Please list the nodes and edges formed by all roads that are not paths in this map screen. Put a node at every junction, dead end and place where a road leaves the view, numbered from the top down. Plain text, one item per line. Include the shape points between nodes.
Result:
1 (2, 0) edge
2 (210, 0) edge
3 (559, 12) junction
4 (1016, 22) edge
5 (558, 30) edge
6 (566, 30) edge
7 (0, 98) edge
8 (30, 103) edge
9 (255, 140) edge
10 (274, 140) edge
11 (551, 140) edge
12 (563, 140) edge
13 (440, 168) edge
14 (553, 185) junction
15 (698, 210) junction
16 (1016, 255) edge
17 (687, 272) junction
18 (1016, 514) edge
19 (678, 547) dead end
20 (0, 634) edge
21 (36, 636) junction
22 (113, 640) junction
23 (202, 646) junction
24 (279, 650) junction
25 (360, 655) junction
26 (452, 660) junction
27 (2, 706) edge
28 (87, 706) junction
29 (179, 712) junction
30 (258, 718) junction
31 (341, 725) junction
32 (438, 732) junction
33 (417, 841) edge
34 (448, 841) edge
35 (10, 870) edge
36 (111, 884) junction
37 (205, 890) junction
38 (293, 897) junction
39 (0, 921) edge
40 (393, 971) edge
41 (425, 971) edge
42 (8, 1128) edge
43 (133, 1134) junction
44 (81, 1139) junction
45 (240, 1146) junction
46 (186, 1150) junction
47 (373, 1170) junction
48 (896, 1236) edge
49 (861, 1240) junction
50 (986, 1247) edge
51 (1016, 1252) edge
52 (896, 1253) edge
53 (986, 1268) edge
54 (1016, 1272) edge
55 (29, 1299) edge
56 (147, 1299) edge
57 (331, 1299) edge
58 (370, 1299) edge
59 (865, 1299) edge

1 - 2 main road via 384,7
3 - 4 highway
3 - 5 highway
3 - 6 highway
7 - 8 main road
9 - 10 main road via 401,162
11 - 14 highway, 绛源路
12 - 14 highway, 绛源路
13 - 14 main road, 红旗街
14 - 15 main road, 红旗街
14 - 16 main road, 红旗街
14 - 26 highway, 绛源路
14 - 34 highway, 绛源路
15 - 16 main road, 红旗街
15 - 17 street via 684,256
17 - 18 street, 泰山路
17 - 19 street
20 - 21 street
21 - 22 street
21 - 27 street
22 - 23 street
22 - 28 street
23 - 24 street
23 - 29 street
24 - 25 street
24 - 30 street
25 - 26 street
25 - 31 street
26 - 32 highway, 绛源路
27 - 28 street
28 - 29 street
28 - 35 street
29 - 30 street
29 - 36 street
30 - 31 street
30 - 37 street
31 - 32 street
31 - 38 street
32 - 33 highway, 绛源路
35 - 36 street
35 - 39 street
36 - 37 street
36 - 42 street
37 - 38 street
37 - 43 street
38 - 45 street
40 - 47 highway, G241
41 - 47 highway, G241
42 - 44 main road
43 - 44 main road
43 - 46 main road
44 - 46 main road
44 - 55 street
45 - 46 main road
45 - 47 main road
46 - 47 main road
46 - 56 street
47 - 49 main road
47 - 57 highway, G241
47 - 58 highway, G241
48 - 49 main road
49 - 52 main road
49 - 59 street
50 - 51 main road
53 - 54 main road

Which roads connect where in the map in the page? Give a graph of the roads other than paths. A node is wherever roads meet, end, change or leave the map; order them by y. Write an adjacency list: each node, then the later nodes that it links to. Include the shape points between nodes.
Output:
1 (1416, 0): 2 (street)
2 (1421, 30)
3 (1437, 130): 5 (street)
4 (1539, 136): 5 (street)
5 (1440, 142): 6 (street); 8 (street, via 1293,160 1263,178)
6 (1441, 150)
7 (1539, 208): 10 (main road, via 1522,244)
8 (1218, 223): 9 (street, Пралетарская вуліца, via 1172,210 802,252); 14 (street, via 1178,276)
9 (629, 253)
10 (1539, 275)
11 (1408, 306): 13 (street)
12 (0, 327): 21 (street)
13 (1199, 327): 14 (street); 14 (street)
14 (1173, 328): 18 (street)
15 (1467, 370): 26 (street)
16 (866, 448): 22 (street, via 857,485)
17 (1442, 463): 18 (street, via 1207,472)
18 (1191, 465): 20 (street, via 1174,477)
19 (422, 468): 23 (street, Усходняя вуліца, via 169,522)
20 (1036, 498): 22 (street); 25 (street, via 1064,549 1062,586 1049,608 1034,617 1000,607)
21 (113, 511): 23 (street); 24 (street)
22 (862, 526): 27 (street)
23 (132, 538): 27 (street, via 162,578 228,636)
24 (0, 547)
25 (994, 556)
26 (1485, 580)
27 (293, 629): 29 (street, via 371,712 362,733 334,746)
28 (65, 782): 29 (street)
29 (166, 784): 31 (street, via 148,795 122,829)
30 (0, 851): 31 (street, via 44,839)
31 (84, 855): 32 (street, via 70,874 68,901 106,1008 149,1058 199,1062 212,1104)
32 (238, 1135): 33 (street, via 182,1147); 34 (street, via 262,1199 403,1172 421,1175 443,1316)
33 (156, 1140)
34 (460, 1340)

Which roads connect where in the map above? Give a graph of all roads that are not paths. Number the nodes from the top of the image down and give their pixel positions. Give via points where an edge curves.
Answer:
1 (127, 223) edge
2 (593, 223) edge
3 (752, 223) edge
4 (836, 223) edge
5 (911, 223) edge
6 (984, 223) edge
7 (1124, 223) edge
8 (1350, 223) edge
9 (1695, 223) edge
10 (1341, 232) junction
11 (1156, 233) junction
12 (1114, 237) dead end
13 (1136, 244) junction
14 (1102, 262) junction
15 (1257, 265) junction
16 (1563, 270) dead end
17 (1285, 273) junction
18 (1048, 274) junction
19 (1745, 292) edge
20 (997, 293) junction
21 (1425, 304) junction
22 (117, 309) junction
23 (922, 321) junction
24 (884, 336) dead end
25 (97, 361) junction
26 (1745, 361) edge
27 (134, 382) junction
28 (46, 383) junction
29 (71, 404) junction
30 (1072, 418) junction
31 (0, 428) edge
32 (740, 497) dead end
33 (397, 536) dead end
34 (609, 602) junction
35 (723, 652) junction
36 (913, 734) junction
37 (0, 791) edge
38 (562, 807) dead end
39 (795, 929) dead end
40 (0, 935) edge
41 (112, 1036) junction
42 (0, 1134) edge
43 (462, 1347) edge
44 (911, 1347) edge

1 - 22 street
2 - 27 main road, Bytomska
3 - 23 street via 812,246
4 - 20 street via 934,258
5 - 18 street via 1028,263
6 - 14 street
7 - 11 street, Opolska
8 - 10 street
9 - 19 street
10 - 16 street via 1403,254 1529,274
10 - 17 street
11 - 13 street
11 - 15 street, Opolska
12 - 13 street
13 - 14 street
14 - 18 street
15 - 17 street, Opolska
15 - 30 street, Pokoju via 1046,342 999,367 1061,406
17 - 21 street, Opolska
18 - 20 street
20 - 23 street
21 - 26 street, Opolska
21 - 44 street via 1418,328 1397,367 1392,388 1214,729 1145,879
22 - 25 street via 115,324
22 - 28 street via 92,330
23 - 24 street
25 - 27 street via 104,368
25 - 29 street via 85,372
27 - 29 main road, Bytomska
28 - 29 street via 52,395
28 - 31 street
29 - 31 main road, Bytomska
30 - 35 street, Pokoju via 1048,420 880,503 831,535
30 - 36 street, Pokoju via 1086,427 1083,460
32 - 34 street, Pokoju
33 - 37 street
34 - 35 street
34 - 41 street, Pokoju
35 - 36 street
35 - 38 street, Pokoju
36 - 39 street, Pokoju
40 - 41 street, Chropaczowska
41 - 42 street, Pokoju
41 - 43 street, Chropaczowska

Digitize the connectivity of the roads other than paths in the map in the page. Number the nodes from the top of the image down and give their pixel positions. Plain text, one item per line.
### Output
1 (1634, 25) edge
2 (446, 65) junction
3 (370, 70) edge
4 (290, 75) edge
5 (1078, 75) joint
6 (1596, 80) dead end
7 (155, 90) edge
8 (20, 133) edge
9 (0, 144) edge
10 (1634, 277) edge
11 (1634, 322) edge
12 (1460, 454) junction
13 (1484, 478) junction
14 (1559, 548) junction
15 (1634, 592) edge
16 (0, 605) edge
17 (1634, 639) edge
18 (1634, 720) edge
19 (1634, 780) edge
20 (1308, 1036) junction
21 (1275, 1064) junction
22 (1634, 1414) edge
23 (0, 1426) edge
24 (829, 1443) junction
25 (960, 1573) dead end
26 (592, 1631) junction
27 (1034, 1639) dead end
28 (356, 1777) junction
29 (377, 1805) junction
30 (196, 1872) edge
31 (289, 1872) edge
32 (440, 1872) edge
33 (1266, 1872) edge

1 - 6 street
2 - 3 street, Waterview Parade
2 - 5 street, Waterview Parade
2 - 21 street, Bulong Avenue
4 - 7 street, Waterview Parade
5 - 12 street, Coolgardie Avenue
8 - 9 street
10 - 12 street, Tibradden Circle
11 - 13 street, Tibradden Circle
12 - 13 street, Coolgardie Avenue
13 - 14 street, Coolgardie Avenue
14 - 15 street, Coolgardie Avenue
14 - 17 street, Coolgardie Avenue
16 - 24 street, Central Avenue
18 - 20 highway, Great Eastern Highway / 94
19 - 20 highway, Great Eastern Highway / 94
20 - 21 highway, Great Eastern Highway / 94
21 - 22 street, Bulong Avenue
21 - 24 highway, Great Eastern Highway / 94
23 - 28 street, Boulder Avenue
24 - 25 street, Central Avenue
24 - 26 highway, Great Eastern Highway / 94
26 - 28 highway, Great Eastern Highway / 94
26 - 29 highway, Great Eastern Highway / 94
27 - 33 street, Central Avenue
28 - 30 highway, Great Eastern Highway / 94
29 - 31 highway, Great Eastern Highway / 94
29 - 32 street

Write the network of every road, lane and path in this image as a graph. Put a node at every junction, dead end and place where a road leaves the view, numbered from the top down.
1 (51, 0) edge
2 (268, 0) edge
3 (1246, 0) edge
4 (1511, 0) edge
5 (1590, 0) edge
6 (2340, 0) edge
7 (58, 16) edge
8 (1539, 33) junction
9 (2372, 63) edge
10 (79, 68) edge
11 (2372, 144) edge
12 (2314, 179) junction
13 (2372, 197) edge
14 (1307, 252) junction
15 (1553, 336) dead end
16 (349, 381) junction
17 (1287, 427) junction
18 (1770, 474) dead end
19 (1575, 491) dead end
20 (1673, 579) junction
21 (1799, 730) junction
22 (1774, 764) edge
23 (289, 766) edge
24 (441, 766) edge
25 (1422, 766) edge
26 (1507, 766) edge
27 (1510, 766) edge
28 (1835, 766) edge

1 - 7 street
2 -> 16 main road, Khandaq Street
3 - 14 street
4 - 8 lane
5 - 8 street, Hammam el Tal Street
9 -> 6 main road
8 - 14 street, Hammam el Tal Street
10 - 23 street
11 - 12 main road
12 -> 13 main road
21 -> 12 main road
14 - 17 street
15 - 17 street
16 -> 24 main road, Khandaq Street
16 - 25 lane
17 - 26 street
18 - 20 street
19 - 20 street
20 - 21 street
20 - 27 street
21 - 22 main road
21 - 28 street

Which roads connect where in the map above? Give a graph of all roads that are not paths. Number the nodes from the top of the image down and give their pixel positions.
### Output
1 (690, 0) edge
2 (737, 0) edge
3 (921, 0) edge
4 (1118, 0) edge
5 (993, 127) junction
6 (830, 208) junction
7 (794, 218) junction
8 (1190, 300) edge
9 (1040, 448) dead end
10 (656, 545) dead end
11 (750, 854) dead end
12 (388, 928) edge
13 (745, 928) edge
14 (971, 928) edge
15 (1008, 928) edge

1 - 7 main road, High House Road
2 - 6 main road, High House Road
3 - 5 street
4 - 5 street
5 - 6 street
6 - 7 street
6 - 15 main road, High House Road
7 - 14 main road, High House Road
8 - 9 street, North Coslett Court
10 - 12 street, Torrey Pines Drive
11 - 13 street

#####

What is expected => If a line in the listing includes the word "leaves", it counts; report the number of such lines and nothing else.

Completed exercise => 2